You want to get on the radmind server either by sitting in front of it (or ARD) and opening Terminal.app, or ssh'ing in. You want to make sure you are root when you do all of this.
sudo -s
Type your admin account password. Create directories and needed files. Run these commands in Terminal.
mkdir -p /var/radmind/CA/certs
cd /var/radmind/CA
mkdir crl
mkdir newcerts
mkdir private
echo 01 > serial
touch index.txt
curl -O http://www.rsug.itd.umich.edu/software/radmind/files/openssl.cnf
Note: these directories and filenames are not required to be this, but they are hard coded into the example openssl.cnf file downloaded on the last step. To make this as simple as possible, just use these directories and filenames.
Edit the openssl.cnf file and hard code your location and organization information. For example, I changed these lines:
stateOrProvinceName_default = Utah
localityName_default = Salt Lake City
0.organizationName_default = The University of Utah
organizationalUnitName_default = Student Computing Labs, Mac Group
commonName = Common Name (eg, the FQDN of the server or the name of the client certificate)
emailAddress_default = james@example.com
Then run this command. This is the hard scary part for newbies IMO.
openssl req -new -x509 -days 400 -keyout private/CAkey.pem -out ca.pem -config openssl.cnf
This command is interactive and requires you to enter in the passphrase and the other information like your location and organization. If you edited openssl.cnf correctly than you can just hit return for the default values for almost all of the questions. Do not forget the passphrase!! For Common Name (CN), use the FQDN of the server. If your server is radmind.example.com, then enter that for the CN. This will produce 2 files, private/CAkey.pem and ca.pem.
The output looks like this.
Generating a 1024 bit RSA private key
....++++++
...........................................++++++
writing new private key to 'private/CAkey.pem'
Enter PEM pass phrase:
Verifying - Enter PEM pass phrase:
-----
You are about to be asked to enter information that will be incorporated
into your certificate request.
What you are about to enter is what is called a Distinguished Name or a DN.
There are quite a few fields but you can leave some blank
For some fields there will be a default value,
If you enter '.', the field will be left blank.
-----
Country Name (2 letter code) [US]:
State or Province Name (full name) [Utah]:
Locality Name (eg, city) [Salt Lake City]:
Organization Name (eg, company) [The University of Utah]:
Organizational Unit Name (eg, section) [Student Computing Labs, Mac Group]:
Common Name (eg, the FQDN of the server or the name of the client certificate) []:radmind.example.com
Email Address [james@example.com]:
To make this so that nobody but root can read these files, run this command.

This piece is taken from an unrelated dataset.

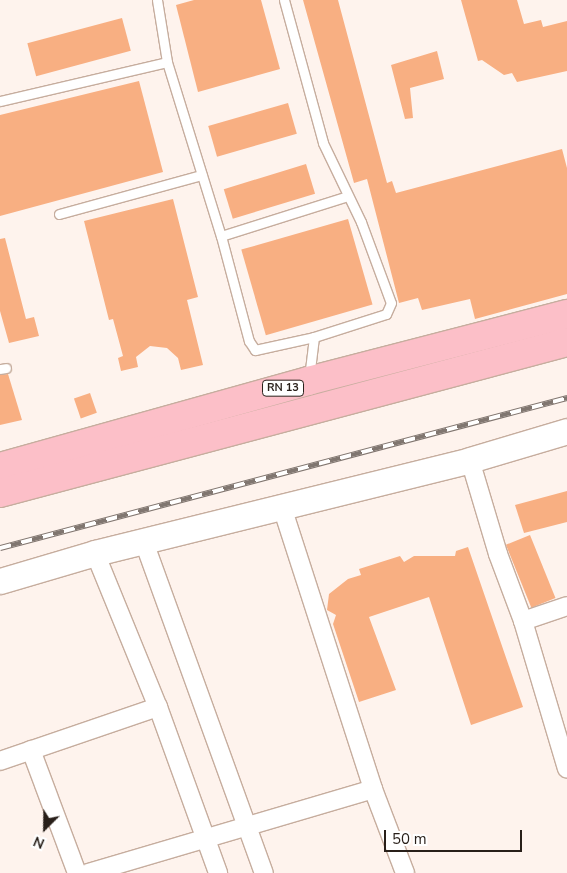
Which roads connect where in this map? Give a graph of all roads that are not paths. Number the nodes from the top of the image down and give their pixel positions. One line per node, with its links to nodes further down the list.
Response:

chmod -R go-rwx /var/radmind/CA
Put the CA file on the clients
The ca.pem file goes on the clients at /var/radmind/cert/ca.pem. To prevent radmind for deleting the file repeatedly, you need to either ignore the path or put the path in an exclude, or you need to create an overload of the file, which is what I suggest because then you can use radmind to distribute the file (best method).
Here is a way to create an overload for the clients. Run these while root user on the radmind server.
mkdir -p /var/radmind/file/certs/radmind_client_ca.T/private/var/radmind/cert
cp ca.pem /var/radmind/file/certs/radmind_client_ca.T/private/var/radmind/cert
cd /var/radmind/file/certs/radmind_client_ca.T
mkdir -p /var/radmind/transcript/certs/
fsdiff -c sha1 -1 ./private/var/radmind/cert/ca.pem > /var/radmind/transcript/certs/radmind_client_ca.T
cd -
Edit /var/radmind/transcript/radmind_client_ca.T to make sure the permissions are correct. It should look like this.
f ./private/var/radmind/cert/ca.pem 0600 0 0 etc...
Put "p certs/radmind_client_ca.T" in all client command files. That will make sure the file always stays there.
If you need another way to distribute the file use ARD to copy the file to each client. Or you could put the file on a flash disk and walk around and copy it to each computer (yuck). Or you could scp the file to each machine (if you have sshd running on the radmind server). To make scp easier, I actually create symlinks from /certs/ to the overloads.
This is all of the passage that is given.